◆ **Exercise**: For the entries below, work out how many lines include the string "棚倉街道", then write only that number.

◆ **Supplied records**:

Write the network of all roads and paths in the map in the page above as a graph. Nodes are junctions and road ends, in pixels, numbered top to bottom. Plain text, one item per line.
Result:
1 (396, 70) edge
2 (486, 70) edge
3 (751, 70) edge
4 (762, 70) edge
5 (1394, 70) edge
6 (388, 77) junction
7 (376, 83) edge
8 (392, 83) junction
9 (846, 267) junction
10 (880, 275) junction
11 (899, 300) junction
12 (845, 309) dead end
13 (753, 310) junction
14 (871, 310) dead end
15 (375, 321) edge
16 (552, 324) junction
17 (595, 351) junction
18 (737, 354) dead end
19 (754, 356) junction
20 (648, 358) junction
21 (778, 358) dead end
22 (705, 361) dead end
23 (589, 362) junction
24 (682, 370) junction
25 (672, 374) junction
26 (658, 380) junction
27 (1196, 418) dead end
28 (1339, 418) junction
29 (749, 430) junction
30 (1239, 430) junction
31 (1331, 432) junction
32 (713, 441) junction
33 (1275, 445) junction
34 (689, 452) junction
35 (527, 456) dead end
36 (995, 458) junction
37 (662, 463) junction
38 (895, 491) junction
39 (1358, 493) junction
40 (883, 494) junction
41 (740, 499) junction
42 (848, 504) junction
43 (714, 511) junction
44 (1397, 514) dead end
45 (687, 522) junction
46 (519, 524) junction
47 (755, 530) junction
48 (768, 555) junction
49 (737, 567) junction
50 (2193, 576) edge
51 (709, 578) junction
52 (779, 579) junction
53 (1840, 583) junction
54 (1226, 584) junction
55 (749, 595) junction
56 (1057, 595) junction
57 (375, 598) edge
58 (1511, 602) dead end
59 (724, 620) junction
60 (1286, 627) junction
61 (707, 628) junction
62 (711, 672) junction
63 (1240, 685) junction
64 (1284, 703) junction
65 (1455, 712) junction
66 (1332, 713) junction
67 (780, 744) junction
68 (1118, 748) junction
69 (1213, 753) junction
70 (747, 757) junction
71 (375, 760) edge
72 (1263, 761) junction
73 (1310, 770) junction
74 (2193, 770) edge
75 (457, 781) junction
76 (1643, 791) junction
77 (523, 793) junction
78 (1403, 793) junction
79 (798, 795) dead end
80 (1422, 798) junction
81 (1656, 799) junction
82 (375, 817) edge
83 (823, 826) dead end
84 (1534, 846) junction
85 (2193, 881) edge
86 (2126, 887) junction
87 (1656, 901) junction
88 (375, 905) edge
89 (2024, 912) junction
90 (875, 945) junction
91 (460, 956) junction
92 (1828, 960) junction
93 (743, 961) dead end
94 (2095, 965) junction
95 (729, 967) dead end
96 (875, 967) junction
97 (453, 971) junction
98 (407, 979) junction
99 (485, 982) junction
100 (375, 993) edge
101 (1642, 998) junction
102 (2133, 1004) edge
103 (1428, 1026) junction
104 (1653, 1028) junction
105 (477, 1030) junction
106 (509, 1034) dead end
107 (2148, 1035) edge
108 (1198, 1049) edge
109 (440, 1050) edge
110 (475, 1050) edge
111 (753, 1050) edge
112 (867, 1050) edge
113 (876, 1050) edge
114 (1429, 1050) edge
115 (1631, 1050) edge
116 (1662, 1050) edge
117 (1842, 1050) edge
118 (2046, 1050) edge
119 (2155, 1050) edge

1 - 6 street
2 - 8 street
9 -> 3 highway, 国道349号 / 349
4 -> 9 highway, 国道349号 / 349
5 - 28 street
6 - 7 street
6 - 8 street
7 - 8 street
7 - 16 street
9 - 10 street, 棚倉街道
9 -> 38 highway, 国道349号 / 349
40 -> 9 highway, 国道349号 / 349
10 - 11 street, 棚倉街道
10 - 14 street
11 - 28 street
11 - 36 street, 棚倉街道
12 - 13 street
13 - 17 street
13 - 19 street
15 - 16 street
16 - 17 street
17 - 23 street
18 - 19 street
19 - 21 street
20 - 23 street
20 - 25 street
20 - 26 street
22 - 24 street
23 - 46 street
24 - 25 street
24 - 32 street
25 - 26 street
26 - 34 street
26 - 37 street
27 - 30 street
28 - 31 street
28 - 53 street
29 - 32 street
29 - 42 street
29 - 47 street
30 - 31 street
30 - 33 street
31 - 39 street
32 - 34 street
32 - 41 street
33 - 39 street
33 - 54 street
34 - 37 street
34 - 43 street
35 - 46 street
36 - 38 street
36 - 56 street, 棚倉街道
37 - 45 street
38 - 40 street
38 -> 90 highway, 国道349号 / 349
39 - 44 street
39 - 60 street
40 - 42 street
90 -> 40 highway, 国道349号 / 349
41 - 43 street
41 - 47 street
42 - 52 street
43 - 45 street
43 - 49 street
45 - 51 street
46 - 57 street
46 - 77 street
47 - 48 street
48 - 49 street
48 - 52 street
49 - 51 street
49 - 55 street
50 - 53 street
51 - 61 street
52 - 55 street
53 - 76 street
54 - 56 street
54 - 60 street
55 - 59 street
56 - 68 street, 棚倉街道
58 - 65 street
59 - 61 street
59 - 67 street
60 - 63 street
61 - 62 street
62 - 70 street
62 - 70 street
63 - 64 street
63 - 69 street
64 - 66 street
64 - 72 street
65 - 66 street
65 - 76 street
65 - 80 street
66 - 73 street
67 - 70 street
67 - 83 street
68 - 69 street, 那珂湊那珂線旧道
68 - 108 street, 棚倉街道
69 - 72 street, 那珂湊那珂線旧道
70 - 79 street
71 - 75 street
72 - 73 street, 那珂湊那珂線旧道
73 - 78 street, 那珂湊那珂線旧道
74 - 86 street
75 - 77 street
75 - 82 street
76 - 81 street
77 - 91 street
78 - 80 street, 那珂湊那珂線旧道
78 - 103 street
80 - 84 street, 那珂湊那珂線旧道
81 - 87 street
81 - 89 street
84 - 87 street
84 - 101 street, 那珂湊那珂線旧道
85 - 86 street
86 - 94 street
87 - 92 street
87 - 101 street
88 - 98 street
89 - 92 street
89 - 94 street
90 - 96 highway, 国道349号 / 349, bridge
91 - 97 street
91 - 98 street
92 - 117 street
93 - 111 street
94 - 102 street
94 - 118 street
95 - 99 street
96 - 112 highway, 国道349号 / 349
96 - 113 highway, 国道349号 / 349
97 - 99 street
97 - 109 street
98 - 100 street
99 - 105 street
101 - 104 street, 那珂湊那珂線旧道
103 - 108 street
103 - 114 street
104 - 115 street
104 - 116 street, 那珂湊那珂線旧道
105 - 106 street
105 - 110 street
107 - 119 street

◆ **Output below**: 6